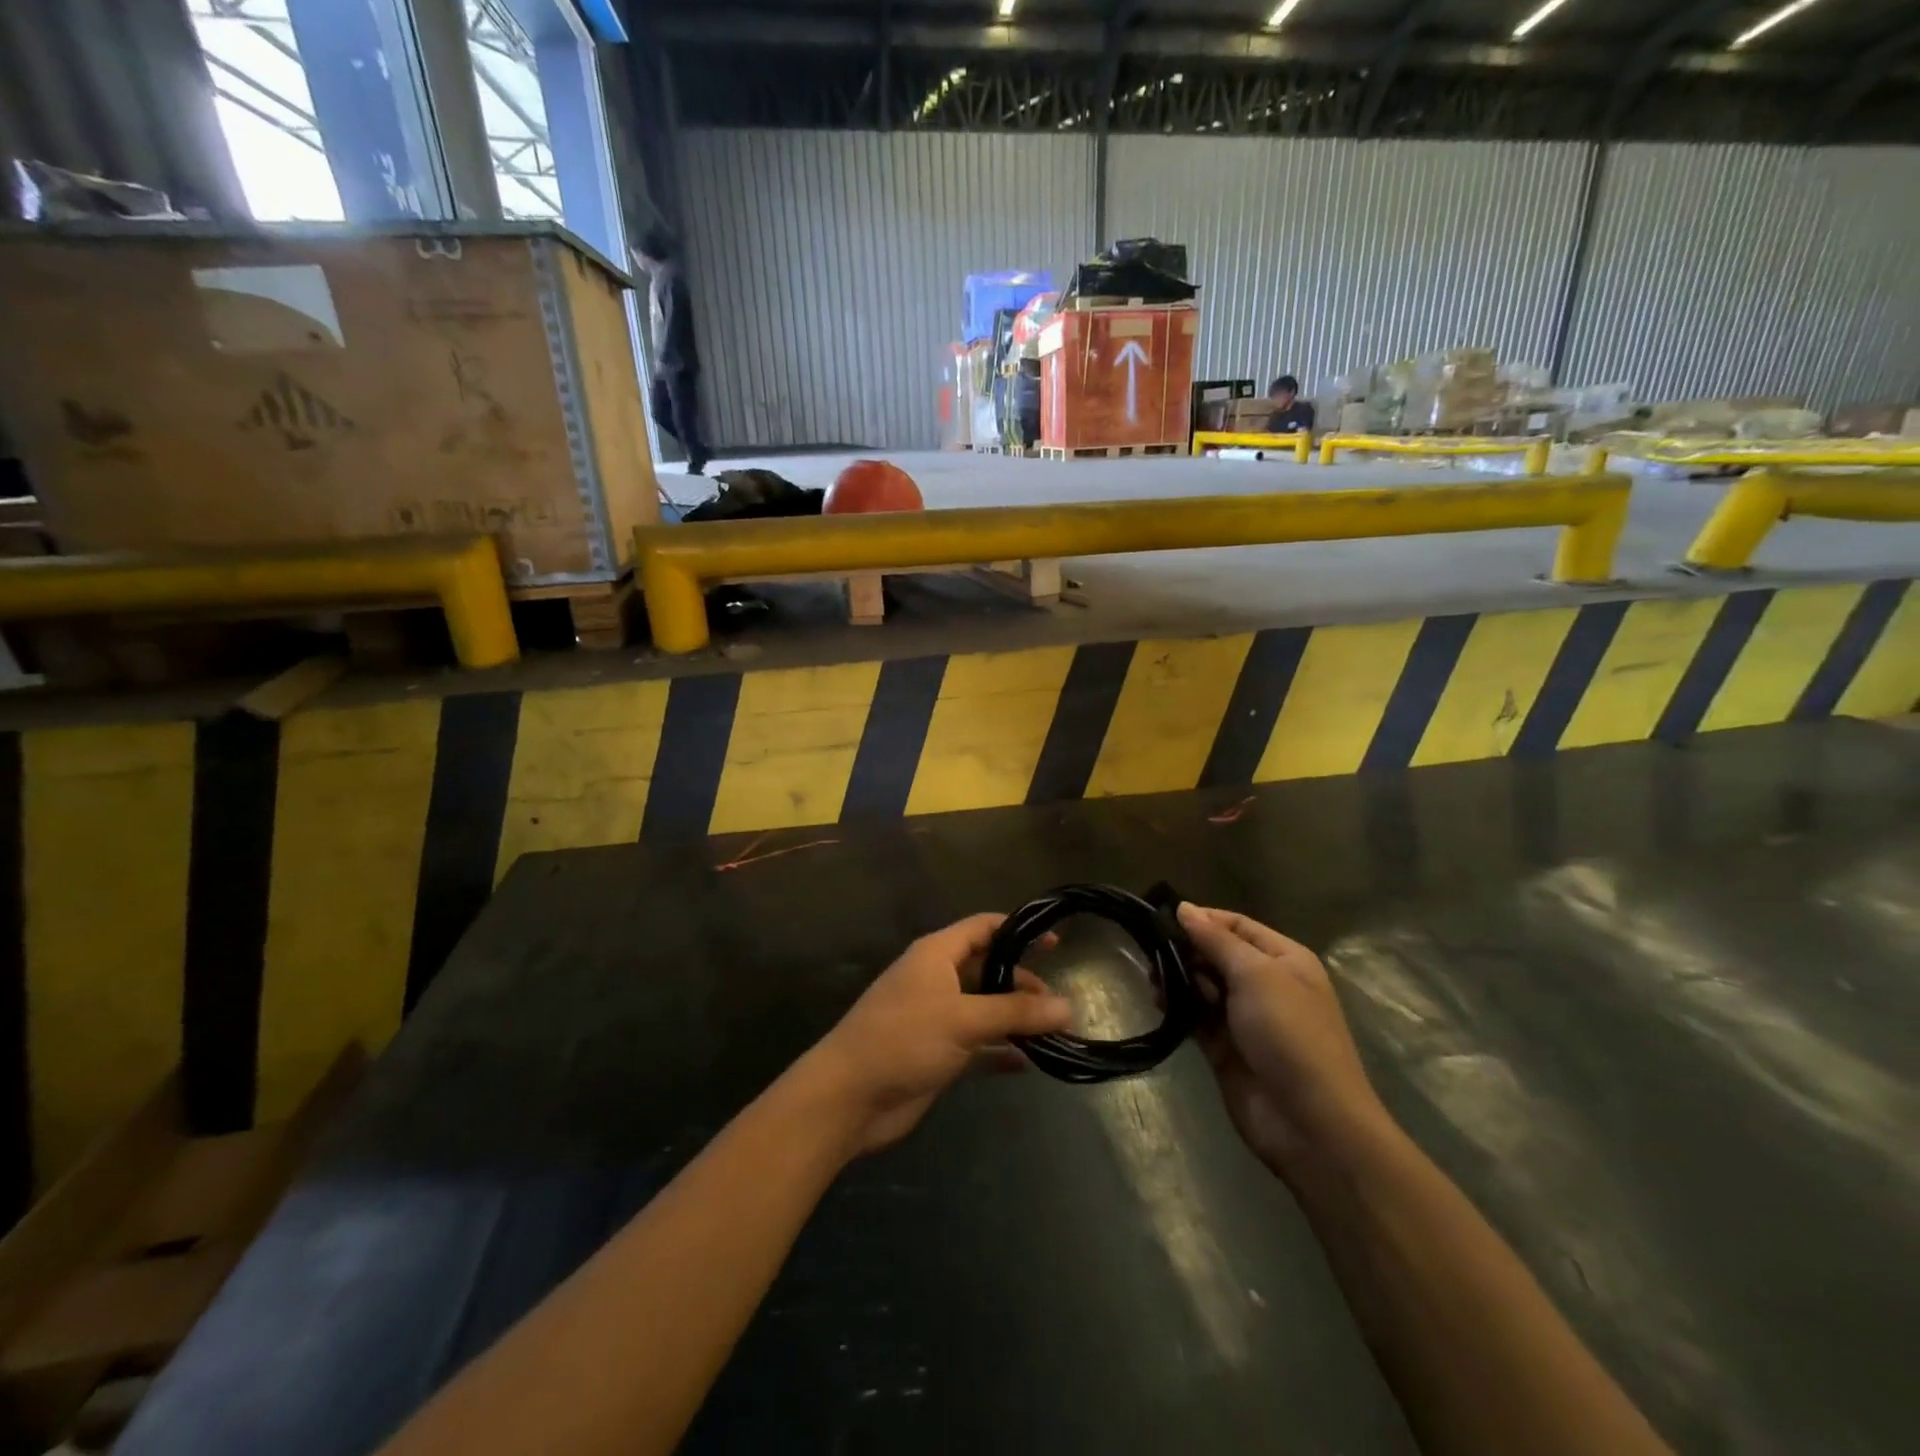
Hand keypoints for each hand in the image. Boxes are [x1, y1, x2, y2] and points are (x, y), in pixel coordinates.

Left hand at [807, 914, 1073, 1154]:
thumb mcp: (963, 1019)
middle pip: (988, 970)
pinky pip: (978, 1045)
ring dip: (1015, 1019)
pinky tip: (1028, 1062)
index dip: (1017, 930)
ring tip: (1055, 1032)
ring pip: (985, 1009)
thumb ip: (1015, 1012)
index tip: (1055, 942)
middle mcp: (938, 980)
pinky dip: (1000, 1050)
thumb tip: (1068, 1007)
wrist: (849, 1097)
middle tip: (1058, 1004)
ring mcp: (936, 1018)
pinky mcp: (937, 1053)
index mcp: (937, 955)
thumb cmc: (903, 1039)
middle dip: (1022, 983)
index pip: (983, 928)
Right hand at [1177, 904, 1389, 1176]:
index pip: (1238, 925)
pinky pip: (1196, 1016)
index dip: (1203, 919)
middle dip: (1186, 949)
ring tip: (1151, 977)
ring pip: (1203, 985)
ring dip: (1178, 978)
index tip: (1162, 916)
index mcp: (1285, 960)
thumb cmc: (1290, 1035)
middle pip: (1217, 954)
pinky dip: (1178, 1006)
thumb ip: (1217, 941)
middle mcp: (1266, 984)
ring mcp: (1244, 1018)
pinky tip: (1157, 1000)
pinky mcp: (1224, 1048)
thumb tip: (1184, 908)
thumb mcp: (1256, 975)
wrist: (1310, 1123)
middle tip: (1150, 949)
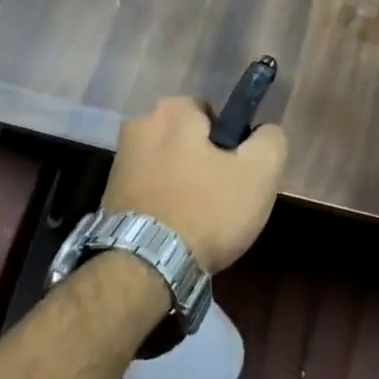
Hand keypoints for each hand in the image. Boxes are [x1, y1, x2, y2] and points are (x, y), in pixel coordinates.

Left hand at [103, 97, 287, 272]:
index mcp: (172, 110)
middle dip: (204, 163)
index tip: (236, 175)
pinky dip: (162, 204)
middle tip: (220, 199)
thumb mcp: (259, 173)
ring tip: (197, 222)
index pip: (213, 114)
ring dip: (182, 184)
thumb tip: (265, 132)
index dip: (230, 144)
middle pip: (188, 139)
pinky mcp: (108, 194)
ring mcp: (120, 161)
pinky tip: (173, 232)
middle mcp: (140, 125)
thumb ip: (270, 140)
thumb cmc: (205, 211)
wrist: (143, 269)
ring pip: (168, 165)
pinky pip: (149, 190)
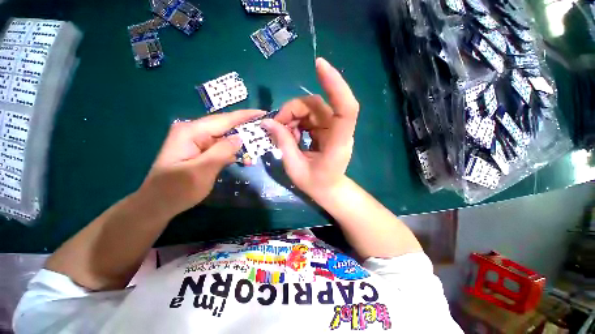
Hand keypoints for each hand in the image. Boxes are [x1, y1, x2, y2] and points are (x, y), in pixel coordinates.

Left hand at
== == ==
## EXERCISE REQUIREMENTS
What you need to produce is an exact copy of the entries above, limited to the lines from the one with "index mcp: (1285, 960)" up to and including the one with "wrist: (143, 269)", without pictures.

## COMPLETED TASK
index mcp: (1285, 960)
thumb cmc: (1290, 1035)
middle pip: (1217, 954)
pinky dip: (1178, 1006)
thumb ip: (1217, 941)
middle mcp: (1266, 984)
ring mcp: (1244, 1018)
pinky tip: (1157, 1000)
pinky mcp: (1224, 1048)
thumb tip: (1184, 908)
thumb mcp: (1256, 975)
wrist: (1310, 1123)
middle tip: (1150, 949)
Hand keypoints for each hand in the image. Boxes are [x1, y1, x2, y2] and points are (x, y), in pixel coordinates.

Left hand at [103, 97, 287, 272]:
index mcp: (172, 110)
middle dip: (204, 163)
index tip: (236, 175)
pinky dip: (162, 204)
middle tip: (220, 199)
thumb mcp: (259, 173)
ring tip: (197, 222)
index pip: (213, 114)
ring dip: (182, 184)
thumb tip: (265, 132)
index dip: (230, 144)
middle pip: (188, 139)
pinky mcp: (108, 194)
ring mcp: (120, 161)
pinky tip: (173, 232)
middle mcp: (140, 125)
thumb ip: (270, 140)
thumb cmc: (205, 211)
wrist: (143, 269)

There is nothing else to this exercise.